The collapse of the formal economy also has resulted in a decline in the influence of unions, a tendency to ignore existing labor regulations, and a buyer's market for labor. The Labor Code prohibits antiunion discrimination, although this regulation was not enforced effectively by the Ministry of Labor. The law also requires employers to reinstate workers fired for union activities. In the public sector, the Government sets wages by decree; public sector unions act only in an informal advisory capacity.
There are no export processing zones.
c. Prohibition of Forced or Compulsory Labor
The law prohibits forced or compulsory labor, and the Government it not known to use it, apart from forcible conscription of adults and children (see Section 1.f.). However, there were reports that some Mai Mai guerrillas fighting on the side of the Government in the war demanded forced labor from persons in rural areas, and tortured and killed persons when a local traditional ruler refused to provide such forced labor (see Sections 1.a. and 1.c.). The law does not specifically prohibit forced and bonded labor by children, and such practices are not known to occur, apart from the forcible conscription of children (see Sections 1.g. and 5).

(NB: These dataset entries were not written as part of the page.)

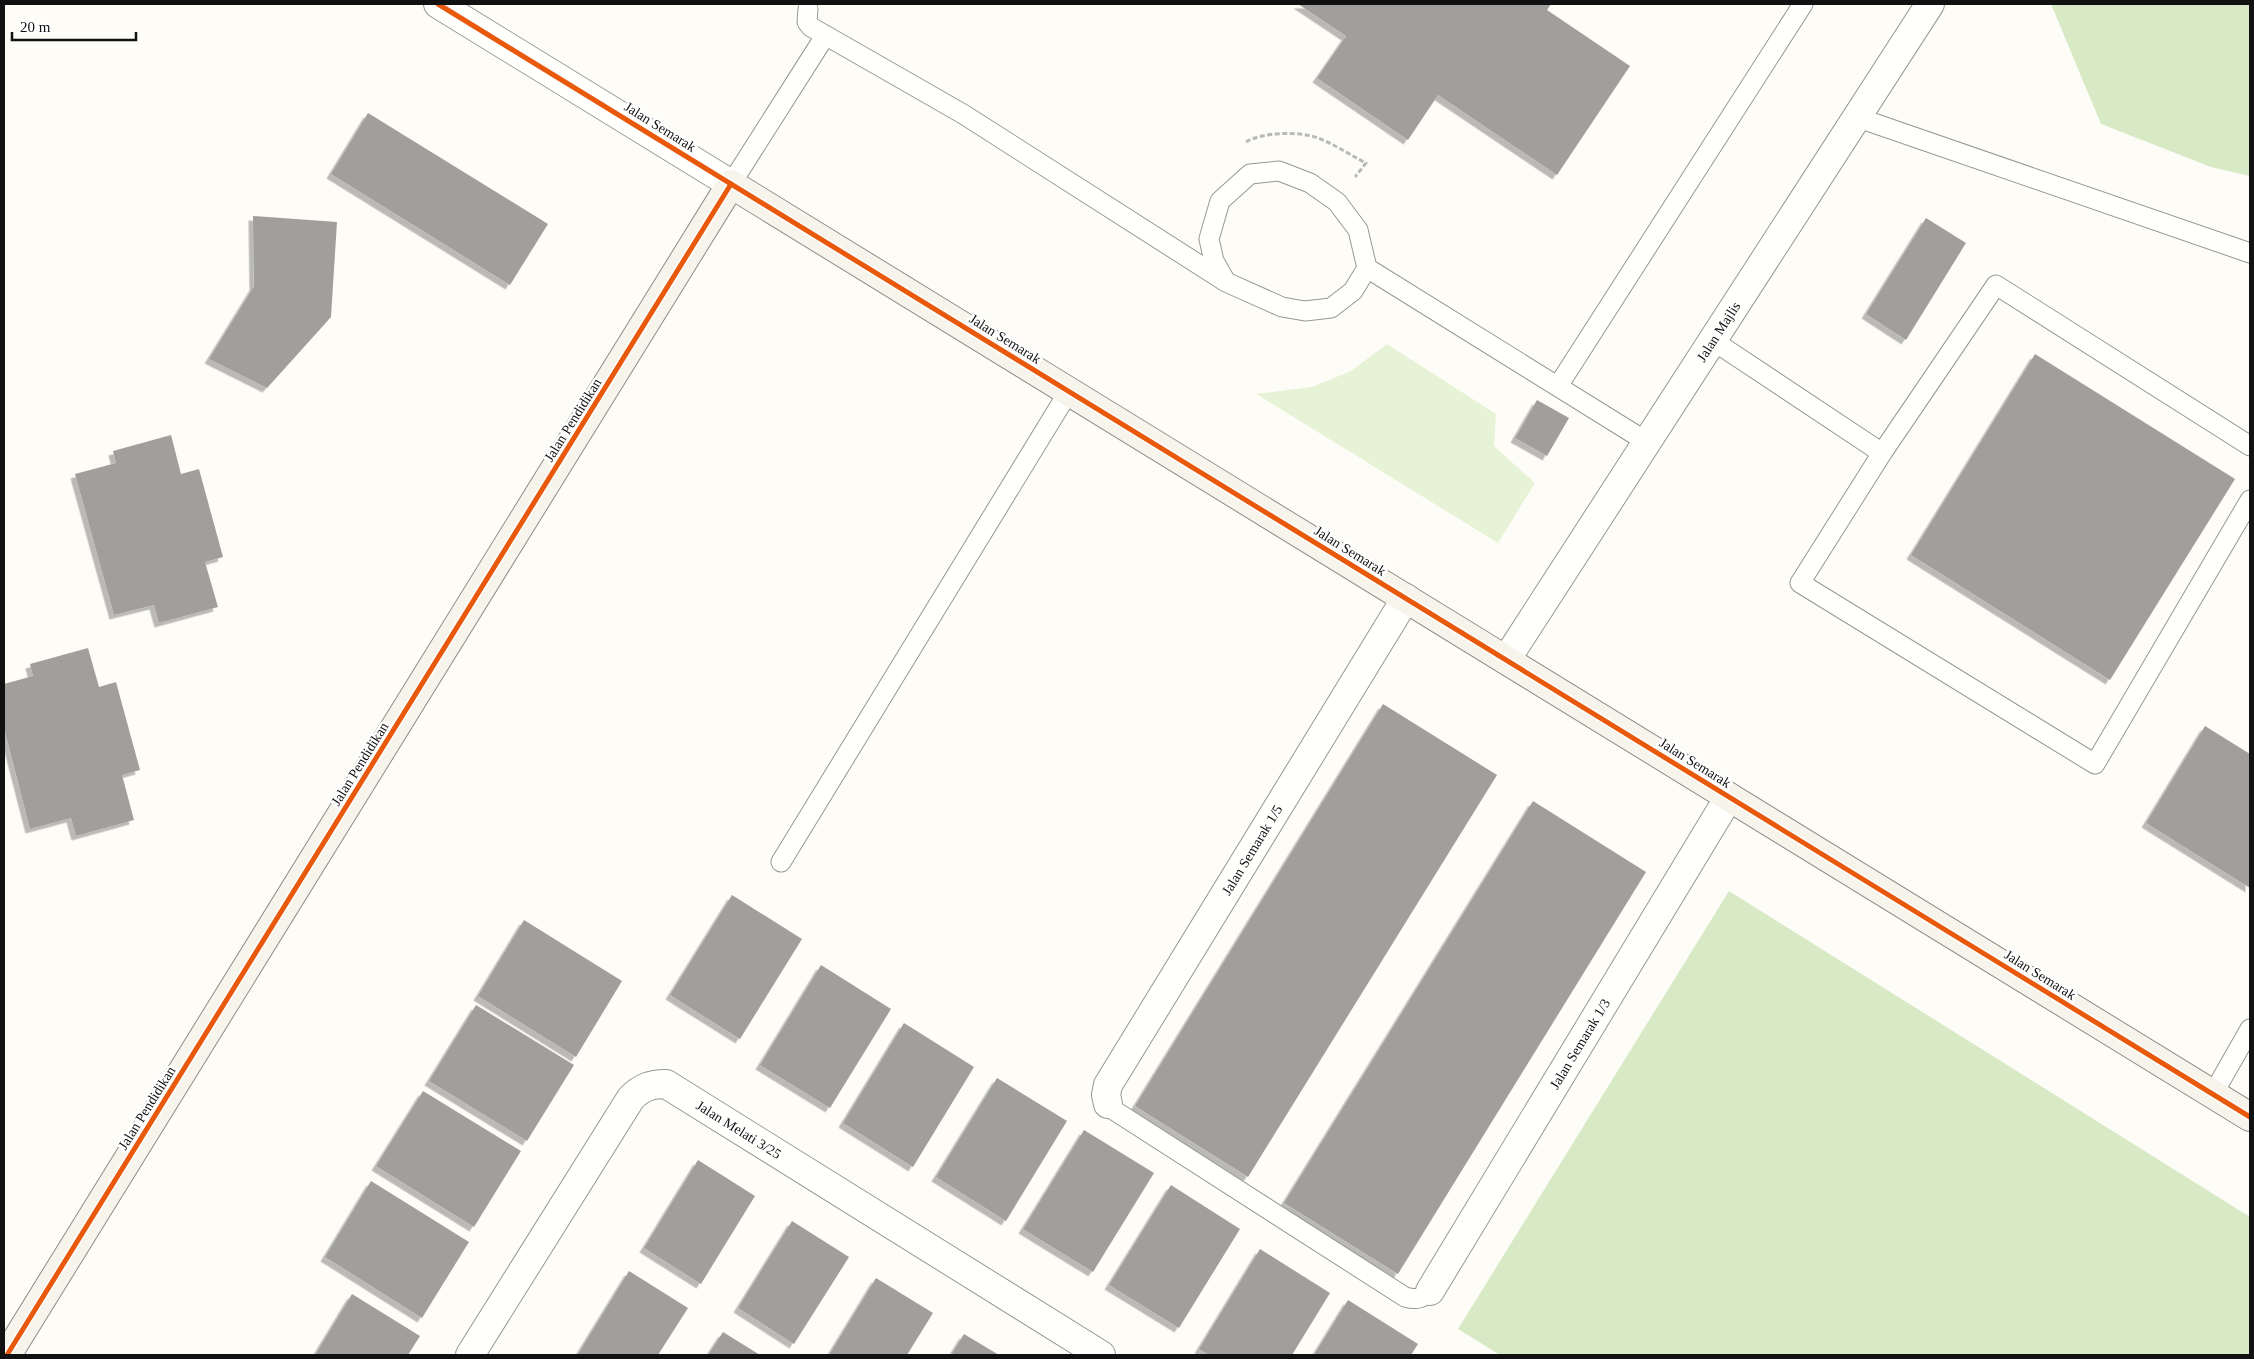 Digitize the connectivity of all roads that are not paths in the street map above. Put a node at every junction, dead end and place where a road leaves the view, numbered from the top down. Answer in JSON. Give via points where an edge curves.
{"nodes":[{"id":1,"x":438,"y":4,"type":"edge"},
{"id":2,"x":1803,"y":4,"type":"edge"},
{"id":3,"x":1930,"y":4,"type":"edge"},
{"id":4,"x":808,"y":8,"type":"dead end"},
{"id":5,"x":825,"y":36,"type":"junction"},
{"id":6,"x":1856,"y":117,"type":"junction"},
{"id":7,"x":731,"y":184,"type":"junction"},
{"id":8,"x":2250,"y":253,"type":"edge"},
{"id":9,"x":1367,"y":268,"type":"junction"},
{"id":10,"x":1226,"y":282,"type":"junction"},
{"id":11,"x":1712,"y":340,"type":"junction"},
{"id":12,"x":1558,"y":386,"type":"junction"},
{"id":13,"x":1068,"y":391,"type":"junction"},
{"id":14,"x":1647,"y":442,"type":"junction"},
{"id":15,"x":2250,"y":446,"type":"edge"},
{"id":16,"x":1882,"y":453,"type":"junction"},
{"id":17,"x":2250,"y":500,"type":"edge"},
{"id":18,"x":1406,"y":598,"type":"junction"},
{"id":19,"x":1506,"y":660,"type":"junction"},
{"id":20,"x":1730,"y":797,"type":"junction"},
{"id":21,"x":781,"y":862,"type":"dead end"},
{"id":22,"x":2250,"y":1029,"type":"edge"},
{"id":23,"x":2213,"y":1094,"type":"junction"},
{"id":24,"x":1108,"y":1104,"type":"joint"},
{"id":25,"x":2250,"y":1117,"type":"edge"},
{"id":26,"x":1430,"y":1291,"type":"joint"},
{"id":27,"x":7,"y":1355,"type":"edge"},
{"id":28,"x":470,"y":1355,"type":"edge"},
{"id":29,"x":1101,"y":1355,"type":"edge"}],
"edges":[{"from":1,"to":7,"type":"street","name":"Jalan Semarak"},
{"from":2,"to":12,"type":"lane"},
{"from":3,"to":6,"type":"street","name":"Jalan Majlis"},
{"from":4,"to":5,"type":"lane","via":[[807,22]]},
{"from":5,"to":7,"type":"lane"},
{"from":5,"to":10,"type":"lane","via":[[963,114]]},
{"from":6,"to":8,"type":"lane"},
{"from":6,"to":11,"type":"street","name":"Jalan Majlis"},
{"from":7,"to":13,"type":"street","name":"Jalan Semarak"},
{"from":7,"to":27,"type":"street","name":"Jalan Pendidikan"},
{"from":9,"to":10,"type":"lane","via":[[1353,291],[1331,308],[1305,311],[1282,307]]},
{"from":9,"to":10,"type":"lane","via":[[1358,230],[1337,202],[1310,183],[1279,171],[1250,174],[1220,201],[1209,239],[1214,261]]},
{"from":9,"to":12,"type":"lane"},
{"from":11,"to":14,"type":"street","name":"Jalan Majlis"},
{"from":11,"to":16,"type":"lane"},
{"from":12,"to":14,"type":"lane"},
{"from":13,"to":18,"type":"street","name":"Jalan Semarak"},
{"from":13,"to":21,"type":"lane"},
{"from":14,"to":19,"type":"street","name":"Jalan Majlis"},
{"from":15,"to":16,"type":"lane","via":[[1996,285]]},
{"from":16,"to":17,"type":"lane","via":[[1800,583],[2095,764]]},
{"from":18,"to":19,"type":"street","name":"Jalan Semarak"},
{"from":18,"to":24,"type":"street","name":"Jalan Semarak 1/5","via":[[1108,1086]]},
{"from":19,"to":20,"type":"street","name":"Jalan Semarak"},
{"from":20,"to":23,"type":"street","name":"Jalan Semarak"},
{"from":20,"to":26,"type":"street","name":"Jalan Semarak 1/3"},
{"from":22,"to":23,"type":"lane"},
{"from":23,"to":25,"type":"street","name":"Jalan Semarak"},
{"from":24,"to":26,"type":"lane","via":[[1405,1298],[1423,1298]]},
{"from":28,"to":29,"type":"street","name":"Jalan Melati 3/25","via":[[631,1098],[641,1088],[653,1084],[666,1084]]}]}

Antigovernment forces also forcibly conscripted adults and children.
d. Status of Child Labor Practices and Minimum Age for Employment
The legal minimum age for employment is 18 years. Employers legally may hire minors between the ages of 14 and 18 with the consent of a parent or guardian, but those under age 16 may work a maximum of 4 hours per day; those between the ages of 16 and 18 may work up to 8 hours. The employment of children of all ages is common in the informal sector and in subsistence agriculture, which are the dominant portions of the economy. Such employment is often the only way a child or family can obtain money for food. Neither the Ministry of Labor, which is responsible for enforcement, nor the labor unions make an effort to enforce child labor laws. Larger enterprises generally do not exploit child labor. The availability of education for children is extremely limited in practice (see section 5). The law prohibiting forced or compulsory labor does not specifically mention children, but there were no reports of such practices, apart from forced conscription (see section 6.c.).
e. Acceptable Conditions of Work
Most citizens are engaged in subsistence agriculture or commerce outside the formal wage sector. The minimum wage, last adjusted by government decree in 1990, subsequently was rendered irrelevant by rapid inflation. The average wage does not provide a decent standard of living for a worker and family. Most workers rely on the extended family and informal economic activity to survive. The maximum legal workweek (excluding voluntary overtime) is 48 hours. One 24-hour rest period is required every 7 days.
The Labor Code specifies health and safety standards. The Ministry of Labor officially is charged with enforcing these standards, but it does not do so effectively. No provisions in the Labor Code permit workers to remove themselves from dangerous work situations without penalty.
Trafficking in Persons
The law prohibits trafficking in persons, and there were no reports that persons were trafficked in, to, or from the country.